Componentes amargos que puedes encontrar en los alimentos con los que empezábamos este artículo –alcachofa, endivia, brócoli, rábanos, coles de Bruselas, patatas, tomates y coliflor, entre otros–. Sin embargo, es igualmente cierto que esto viene pasando desde los albores de la agricultura –cabe recordar que los primeros tomates o el primer cacao era muchísimo más amargos–.

El caso es que este proceso de “desamargor”  podría estar teniendo efectos no deseados en nuestra cintura. “Ahora sabemos que los receptores amargos, que se extienden a lo largo del tracto gastrointestinal y no sólo en la lengua, juegan un papel fundamental en muchos mecanismos gastrointestinales, caso de la regulación del apetito”, indica Daniele Del Rio, del departamento de Ciencia de los Alimentos de la Universidad de Parma (Italia). “Por consiguiente, la eliminación de compuestos amargos, además de privar a nuestro cuerpo de fitonutrientes potencialmente protectores, también perjudica nuestra capacidad de regular la ingesta de alimentos”, añade.

Ante esta situación, señala el artículo, muchos científicos que trabajan para la industria agroalimentaria argumentan que, simplemente, atienden las necesidades del cliente y también que, de esta manera, es posible que los ciudadanos coman más cantidad de fruta y verdura. Pero tiene razón el artículo cuando señala que, con un poco de persistencia y mano izquierda, los niños se acostumbran también a sabores que no son tan dulces y cita una investigación en la que se apunta que un nuevo alimento tiene que ser ofrecido entre 10 y 15 veces a un niño para que empiece a gustarle. Otros investigadores, como el doctor David Benton, de la universidad de Wales Swansea, consideran que el rango de exposición es mucho mayor: en ocasiones, es necesario ofrecer hasta 90 veces un nuevo alimento a un niño para que dé su brazo a torcer. Visto así, es probable que predicar con el ejemplo delante de los niños y que sus madres y padres coman aquellos alimentos (frutas, verduras, legumbres, etc.) más saludables para ellos sea la mejor táctica.

El artículo de “New Scientist” acaba con un pequeño recuadro en el que la chef Jennifer McLagan señala que la comida amarga nos hace mejores cocineros, pues realza los sabores de un plato, añadiendo sutilmente complejidad y profundidad a muchas recetas.
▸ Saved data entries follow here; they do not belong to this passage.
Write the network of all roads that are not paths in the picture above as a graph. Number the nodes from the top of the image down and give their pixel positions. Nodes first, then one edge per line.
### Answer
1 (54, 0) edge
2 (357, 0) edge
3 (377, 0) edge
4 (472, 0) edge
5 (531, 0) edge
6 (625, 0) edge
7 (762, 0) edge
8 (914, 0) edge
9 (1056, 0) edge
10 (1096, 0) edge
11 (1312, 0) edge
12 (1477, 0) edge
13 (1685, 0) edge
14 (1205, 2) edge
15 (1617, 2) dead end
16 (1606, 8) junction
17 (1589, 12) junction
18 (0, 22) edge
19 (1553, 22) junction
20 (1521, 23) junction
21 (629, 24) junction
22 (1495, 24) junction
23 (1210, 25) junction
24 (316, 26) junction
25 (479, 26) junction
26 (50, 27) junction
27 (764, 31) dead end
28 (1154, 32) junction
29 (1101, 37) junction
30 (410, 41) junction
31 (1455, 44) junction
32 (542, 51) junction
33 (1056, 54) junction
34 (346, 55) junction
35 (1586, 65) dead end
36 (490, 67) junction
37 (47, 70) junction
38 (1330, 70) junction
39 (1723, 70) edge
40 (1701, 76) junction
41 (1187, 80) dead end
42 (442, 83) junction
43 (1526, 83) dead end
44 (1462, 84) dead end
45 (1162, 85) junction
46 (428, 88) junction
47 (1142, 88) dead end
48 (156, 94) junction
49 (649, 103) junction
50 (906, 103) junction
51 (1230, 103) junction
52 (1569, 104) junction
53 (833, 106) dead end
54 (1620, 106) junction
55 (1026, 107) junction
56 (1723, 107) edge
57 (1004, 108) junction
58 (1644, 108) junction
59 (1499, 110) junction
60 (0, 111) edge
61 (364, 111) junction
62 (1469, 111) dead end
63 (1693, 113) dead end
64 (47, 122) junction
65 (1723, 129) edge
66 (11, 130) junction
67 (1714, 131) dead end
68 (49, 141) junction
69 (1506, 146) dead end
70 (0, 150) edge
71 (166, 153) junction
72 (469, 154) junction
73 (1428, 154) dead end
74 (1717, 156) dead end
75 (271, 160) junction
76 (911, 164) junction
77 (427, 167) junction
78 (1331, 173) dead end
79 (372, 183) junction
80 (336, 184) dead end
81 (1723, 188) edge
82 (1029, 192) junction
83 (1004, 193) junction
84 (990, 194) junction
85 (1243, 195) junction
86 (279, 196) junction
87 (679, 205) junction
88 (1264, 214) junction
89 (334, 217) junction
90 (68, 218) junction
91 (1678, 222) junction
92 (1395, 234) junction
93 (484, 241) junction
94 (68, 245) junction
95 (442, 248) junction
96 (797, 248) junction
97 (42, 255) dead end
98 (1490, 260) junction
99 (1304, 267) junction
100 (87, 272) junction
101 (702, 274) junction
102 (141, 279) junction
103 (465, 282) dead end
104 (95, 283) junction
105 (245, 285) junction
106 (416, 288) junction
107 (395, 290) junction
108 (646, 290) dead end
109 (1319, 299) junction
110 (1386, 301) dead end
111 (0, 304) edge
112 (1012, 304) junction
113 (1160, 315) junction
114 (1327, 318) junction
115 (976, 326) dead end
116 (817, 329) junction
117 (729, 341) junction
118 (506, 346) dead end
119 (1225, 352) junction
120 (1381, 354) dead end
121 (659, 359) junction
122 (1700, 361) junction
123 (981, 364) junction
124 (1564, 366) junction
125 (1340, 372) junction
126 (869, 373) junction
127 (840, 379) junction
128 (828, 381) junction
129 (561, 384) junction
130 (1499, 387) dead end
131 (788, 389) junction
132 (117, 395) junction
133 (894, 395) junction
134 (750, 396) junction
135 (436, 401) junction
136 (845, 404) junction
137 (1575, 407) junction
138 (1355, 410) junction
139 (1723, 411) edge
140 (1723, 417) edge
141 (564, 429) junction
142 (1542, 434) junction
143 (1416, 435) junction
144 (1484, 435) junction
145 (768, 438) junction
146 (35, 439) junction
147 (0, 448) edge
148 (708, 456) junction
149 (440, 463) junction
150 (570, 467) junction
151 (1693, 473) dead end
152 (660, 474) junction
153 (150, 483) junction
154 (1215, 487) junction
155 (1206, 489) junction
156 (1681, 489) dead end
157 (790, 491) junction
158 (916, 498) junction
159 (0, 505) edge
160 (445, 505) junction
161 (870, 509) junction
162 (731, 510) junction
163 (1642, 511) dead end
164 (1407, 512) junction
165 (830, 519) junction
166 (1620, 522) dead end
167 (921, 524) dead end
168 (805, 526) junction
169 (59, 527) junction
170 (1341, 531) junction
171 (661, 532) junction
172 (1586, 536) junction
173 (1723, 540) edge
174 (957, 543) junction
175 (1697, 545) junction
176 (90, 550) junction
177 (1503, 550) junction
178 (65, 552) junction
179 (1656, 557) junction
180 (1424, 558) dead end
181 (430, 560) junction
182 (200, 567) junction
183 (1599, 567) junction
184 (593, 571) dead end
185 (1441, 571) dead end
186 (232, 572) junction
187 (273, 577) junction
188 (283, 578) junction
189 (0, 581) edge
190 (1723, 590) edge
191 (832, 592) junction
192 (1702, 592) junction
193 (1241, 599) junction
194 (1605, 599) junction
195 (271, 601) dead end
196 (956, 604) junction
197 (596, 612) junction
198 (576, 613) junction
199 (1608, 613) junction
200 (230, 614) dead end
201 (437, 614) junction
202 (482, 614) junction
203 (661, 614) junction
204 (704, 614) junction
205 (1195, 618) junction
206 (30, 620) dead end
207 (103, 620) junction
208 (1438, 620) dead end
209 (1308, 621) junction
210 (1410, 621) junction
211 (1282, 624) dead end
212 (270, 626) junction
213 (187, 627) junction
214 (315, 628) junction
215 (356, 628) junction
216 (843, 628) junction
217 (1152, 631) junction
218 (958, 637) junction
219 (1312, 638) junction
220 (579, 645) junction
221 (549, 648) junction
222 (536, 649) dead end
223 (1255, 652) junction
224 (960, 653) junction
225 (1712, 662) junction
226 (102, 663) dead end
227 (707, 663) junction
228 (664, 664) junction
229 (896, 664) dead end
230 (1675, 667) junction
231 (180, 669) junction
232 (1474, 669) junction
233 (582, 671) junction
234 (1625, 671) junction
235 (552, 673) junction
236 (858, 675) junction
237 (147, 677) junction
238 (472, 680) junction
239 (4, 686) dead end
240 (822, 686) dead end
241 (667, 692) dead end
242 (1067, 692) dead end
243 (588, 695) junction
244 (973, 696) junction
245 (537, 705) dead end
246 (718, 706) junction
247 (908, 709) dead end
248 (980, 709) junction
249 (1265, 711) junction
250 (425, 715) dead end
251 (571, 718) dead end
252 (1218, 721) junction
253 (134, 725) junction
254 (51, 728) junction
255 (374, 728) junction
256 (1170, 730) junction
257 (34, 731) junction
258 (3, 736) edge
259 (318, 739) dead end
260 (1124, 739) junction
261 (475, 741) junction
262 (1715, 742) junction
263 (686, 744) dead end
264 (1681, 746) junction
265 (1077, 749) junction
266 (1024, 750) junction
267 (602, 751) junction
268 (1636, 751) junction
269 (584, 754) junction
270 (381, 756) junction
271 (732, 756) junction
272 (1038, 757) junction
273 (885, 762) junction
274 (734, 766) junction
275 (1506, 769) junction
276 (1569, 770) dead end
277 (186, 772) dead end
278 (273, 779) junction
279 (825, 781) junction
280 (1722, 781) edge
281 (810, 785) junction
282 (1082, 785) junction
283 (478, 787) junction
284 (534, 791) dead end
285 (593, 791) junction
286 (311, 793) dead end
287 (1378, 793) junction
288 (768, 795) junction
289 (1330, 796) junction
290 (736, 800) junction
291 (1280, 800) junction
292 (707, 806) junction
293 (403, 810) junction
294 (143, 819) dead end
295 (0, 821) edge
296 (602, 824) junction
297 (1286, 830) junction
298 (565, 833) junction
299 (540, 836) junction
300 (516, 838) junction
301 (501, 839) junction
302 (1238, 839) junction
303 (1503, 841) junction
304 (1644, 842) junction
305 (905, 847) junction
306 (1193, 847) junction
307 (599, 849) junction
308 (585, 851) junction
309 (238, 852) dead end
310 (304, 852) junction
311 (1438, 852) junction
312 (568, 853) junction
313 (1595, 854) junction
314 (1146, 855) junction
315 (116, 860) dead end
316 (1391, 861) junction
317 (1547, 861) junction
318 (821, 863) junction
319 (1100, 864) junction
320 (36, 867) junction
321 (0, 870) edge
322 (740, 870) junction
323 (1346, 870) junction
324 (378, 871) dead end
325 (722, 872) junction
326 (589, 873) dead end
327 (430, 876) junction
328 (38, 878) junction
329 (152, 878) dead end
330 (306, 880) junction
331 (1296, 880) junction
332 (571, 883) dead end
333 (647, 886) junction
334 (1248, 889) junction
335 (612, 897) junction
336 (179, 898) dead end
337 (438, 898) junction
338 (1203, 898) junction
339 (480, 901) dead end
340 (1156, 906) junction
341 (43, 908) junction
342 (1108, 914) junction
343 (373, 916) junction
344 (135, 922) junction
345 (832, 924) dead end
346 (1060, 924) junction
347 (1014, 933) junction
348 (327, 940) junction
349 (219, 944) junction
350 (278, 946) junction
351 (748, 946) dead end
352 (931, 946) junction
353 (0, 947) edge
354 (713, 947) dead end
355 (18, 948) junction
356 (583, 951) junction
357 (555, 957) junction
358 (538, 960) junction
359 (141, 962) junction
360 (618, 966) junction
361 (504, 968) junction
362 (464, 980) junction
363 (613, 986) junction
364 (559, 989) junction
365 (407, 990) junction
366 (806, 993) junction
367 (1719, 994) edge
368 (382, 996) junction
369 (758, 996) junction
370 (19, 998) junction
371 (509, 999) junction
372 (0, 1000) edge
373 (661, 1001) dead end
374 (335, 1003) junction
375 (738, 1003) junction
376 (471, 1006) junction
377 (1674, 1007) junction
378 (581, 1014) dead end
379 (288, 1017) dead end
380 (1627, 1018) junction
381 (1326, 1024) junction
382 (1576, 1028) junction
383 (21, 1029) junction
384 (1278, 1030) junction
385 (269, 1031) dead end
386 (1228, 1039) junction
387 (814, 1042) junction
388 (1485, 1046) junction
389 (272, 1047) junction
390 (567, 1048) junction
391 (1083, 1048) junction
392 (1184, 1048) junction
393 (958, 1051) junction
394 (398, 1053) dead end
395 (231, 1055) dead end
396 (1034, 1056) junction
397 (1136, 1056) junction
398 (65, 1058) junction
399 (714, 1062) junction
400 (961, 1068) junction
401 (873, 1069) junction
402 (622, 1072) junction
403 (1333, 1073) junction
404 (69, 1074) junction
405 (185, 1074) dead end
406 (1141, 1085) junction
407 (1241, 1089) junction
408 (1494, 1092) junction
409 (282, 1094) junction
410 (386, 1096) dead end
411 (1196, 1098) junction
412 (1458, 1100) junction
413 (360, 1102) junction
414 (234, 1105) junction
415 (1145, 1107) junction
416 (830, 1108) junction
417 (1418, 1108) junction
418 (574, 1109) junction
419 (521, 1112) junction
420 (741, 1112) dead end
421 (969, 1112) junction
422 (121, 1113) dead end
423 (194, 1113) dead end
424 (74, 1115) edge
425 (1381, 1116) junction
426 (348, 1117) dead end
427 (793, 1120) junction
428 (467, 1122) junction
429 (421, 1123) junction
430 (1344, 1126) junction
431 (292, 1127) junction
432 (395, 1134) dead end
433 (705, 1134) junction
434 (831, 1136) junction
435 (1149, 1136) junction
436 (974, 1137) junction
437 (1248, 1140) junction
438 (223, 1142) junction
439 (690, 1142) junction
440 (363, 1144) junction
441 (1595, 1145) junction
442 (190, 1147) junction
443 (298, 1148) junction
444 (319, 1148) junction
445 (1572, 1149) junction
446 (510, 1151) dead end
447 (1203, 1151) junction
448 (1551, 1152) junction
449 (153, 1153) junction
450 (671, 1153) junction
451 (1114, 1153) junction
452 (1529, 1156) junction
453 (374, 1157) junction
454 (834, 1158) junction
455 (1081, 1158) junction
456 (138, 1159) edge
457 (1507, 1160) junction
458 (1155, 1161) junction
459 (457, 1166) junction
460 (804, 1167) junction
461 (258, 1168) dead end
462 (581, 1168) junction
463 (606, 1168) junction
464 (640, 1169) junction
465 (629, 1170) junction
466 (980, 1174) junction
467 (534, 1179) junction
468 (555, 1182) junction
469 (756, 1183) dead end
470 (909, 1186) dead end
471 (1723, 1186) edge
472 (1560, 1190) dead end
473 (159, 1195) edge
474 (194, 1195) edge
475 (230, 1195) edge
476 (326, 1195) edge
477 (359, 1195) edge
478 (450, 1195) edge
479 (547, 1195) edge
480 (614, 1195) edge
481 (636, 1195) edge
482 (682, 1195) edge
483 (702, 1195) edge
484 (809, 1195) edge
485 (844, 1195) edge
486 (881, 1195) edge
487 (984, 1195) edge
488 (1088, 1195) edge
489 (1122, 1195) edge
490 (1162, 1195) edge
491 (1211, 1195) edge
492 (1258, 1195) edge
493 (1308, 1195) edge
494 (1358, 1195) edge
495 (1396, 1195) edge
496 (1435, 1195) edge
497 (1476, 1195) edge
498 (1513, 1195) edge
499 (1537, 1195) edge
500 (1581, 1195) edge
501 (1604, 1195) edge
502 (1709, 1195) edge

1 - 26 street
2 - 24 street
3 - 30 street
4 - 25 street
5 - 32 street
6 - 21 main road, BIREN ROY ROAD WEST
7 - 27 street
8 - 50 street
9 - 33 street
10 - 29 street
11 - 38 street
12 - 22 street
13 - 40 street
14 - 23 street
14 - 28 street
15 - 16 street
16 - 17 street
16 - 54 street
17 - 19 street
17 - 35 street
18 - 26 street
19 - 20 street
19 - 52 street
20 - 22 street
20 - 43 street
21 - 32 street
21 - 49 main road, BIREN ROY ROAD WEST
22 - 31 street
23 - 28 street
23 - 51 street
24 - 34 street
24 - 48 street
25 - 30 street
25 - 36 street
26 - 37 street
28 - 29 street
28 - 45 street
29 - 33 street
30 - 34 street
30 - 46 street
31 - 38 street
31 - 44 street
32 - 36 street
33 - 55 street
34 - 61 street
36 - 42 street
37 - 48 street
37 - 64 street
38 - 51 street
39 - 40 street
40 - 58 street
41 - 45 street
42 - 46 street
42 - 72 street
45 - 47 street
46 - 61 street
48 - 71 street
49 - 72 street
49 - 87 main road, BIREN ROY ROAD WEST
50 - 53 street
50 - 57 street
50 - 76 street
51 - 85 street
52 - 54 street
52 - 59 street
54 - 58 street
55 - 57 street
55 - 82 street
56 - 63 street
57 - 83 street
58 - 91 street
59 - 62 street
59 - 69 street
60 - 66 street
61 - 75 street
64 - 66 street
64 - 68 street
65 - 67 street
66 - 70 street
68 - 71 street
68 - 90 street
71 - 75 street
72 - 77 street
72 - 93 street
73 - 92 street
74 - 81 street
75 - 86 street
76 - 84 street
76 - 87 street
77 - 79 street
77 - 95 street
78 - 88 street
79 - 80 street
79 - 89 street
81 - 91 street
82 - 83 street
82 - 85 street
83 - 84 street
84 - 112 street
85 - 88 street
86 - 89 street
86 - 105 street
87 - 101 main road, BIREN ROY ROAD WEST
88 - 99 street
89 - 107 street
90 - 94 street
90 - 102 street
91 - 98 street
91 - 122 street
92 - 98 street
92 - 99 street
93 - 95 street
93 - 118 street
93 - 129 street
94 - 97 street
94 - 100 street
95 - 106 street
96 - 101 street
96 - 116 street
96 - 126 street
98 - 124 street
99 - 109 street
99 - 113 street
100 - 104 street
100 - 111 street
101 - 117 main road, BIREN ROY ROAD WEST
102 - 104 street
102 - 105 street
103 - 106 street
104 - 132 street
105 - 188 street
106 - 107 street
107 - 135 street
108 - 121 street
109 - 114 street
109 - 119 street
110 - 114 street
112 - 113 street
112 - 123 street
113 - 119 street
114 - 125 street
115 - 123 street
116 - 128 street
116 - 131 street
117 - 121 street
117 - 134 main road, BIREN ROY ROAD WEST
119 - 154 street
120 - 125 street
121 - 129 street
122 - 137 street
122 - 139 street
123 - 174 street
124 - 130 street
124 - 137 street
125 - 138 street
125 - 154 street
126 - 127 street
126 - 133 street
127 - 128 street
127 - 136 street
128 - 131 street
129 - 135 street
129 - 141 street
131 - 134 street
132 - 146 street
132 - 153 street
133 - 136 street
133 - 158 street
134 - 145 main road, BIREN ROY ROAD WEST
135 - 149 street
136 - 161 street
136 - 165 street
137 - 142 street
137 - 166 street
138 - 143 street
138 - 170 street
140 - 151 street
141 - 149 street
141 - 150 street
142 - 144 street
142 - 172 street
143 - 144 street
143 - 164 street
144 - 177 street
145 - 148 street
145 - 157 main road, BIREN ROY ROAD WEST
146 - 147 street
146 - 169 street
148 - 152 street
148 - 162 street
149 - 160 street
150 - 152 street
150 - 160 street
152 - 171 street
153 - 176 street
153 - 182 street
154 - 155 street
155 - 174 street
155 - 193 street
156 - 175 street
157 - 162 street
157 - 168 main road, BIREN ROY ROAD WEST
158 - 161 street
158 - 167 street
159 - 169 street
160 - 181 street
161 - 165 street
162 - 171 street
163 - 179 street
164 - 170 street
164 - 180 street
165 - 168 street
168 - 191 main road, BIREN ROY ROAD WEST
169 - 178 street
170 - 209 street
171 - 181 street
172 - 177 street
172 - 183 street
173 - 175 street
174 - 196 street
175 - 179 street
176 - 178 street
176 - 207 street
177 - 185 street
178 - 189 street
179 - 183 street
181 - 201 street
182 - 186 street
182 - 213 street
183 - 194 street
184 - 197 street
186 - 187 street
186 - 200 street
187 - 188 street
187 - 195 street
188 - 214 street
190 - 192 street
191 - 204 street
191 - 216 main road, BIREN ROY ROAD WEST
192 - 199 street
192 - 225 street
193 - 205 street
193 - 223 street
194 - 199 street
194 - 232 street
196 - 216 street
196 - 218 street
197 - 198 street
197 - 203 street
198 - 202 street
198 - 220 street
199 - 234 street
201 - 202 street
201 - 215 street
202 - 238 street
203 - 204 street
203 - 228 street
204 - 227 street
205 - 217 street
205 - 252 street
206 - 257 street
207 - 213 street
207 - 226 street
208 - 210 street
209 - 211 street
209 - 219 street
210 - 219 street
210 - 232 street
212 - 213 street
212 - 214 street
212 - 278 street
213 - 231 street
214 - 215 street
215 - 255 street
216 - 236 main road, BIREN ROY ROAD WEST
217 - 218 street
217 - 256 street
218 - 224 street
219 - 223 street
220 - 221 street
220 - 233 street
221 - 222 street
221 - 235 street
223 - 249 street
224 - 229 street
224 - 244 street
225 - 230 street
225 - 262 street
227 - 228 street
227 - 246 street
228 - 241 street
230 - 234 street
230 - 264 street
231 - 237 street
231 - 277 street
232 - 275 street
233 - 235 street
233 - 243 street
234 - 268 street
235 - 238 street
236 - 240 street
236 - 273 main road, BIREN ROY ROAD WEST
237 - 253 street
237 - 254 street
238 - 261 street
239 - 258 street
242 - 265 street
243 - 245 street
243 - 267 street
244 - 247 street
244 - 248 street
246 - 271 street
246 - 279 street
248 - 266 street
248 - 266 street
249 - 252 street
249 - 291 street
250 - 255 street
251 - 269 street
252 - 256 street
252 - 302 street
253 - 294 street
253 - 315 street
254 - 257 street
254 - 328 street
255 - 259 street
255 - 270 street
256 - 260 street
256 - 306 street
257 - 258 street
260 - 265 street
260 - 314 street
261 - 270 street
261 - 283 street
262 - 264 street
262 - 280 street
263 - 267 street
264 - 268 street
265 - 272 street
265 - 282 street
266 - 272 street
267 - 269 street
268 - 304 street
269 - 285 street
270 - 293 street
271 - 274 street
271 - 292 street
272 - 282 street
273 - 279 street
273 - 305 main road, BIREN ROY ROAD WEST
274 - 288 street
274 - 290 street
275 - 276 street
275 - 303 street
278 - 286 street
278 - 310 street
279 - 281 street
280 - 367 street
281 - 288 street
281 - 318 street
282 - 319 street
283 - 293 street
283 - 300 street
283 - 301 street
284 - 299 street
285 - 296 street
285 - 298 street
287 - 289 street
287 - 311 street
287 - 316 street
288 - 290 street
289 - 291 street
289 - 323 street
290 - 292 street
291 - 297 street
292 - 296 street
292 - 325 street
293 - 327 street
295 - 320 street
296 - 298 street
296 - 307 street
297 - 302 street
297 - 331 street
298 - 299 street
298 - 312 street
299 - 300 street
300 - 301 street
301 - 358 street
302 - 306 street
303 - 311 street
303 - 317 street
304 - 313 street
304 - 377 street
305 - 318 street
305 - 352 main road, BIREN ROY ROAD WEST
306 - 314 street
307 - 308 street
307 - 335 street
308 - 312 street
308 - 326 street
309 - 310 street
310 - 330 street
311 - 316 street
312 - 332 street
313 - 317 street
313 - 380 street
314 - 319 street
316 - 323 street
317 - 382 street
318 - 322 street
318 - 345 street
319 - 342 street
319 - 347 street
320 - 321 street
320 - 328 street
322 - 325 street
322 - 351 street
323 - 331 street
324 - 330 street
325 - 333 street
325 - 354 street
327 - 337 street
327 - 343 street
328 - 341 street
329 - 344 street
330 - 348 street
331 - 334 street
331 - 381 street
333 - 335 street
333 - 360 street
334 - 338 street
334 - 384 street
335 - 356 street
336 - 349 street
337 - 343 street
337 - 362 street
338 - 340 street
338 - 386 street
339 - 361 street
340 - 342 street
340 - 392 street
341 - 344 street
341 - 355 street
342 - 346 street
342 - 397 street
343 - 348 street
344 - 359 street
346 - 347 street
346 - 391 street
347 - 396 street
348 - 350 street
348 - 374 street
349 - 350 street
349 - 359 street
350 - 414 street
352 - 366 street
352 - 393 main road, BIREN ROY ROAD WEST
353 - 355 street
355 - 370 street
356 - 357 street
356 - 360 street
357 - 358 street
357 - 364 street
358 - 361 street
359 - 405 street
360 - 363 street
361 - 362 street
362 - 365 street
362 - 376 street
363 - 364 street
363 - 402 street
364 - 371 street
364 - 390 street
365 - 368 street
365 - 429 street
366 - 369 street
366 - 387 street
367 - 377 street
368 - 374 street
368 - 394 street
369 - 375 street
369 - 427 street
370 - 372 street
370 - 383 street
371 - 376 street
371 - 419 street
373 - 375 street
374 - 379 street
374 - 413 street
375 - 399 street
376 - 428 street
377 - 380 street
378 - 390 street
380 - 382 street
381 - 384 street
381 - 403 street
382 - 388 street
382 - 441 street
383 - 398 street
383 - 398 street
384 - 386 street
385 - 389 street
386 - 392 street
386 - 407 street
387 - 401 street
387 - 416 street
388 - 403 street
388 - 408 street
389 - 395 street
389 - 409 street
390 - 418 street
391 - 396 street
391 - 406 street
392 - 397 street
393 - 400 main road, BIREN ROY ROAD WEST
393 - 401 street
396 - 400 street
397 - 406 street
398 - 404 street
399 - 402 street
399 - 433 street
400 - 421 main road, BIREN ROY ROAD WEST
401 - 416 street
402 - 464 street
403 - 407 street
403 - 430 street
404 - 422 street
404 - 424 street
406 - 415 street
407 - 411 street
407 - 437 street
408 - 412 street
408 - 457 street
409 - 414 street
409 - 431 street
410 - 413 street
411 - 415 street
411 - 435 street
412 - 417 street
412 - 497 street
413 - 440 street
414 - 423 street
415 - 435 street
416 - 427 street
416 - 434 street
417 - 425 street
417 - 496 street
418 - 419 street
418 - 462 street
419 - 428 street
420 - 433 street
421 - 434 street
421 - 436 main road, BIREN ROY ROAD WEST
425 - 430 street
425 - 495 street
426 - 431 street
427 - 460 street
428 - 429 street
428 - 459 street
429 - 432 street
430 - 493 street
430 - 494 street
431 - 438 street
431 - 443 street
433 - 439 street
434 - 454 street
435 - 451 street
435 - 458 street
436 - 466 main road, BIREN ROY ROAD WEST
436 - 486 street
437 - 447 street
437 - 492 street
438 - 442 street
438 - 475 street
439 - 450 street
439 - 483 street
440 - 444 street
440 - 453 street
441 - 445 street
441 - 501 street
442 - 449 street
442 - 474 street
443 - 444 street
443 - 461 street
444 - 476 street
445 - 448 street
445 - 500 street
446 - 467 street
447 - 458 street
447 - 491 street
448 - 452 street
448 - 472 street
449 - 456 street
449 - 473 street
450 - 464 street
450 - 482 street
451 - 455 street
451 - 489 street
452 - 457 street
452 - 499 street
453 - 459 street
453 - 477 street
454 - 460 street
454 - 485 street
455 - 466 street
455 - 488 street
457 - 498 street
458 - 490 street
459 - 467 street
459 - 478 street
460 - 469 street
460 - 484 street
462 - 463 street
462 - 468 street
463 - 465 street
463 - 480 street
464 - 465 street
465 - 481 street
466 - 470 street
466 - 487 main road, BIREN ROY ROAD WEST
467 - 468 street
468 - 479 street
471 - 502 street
Así, recomienda tomar un aperitivo amargo o un primer plato con un toque de amargura, por ejemplo una sopa o una ensalada de achicoria, incluso poner una fina capa de polvo de cacao amargo, en lugar de azúcar en polvo, en cualquier postre con chocolate. Es decir, aunque a nadie le amarga un dulce, es mejor que tenga un ligero toque áspero.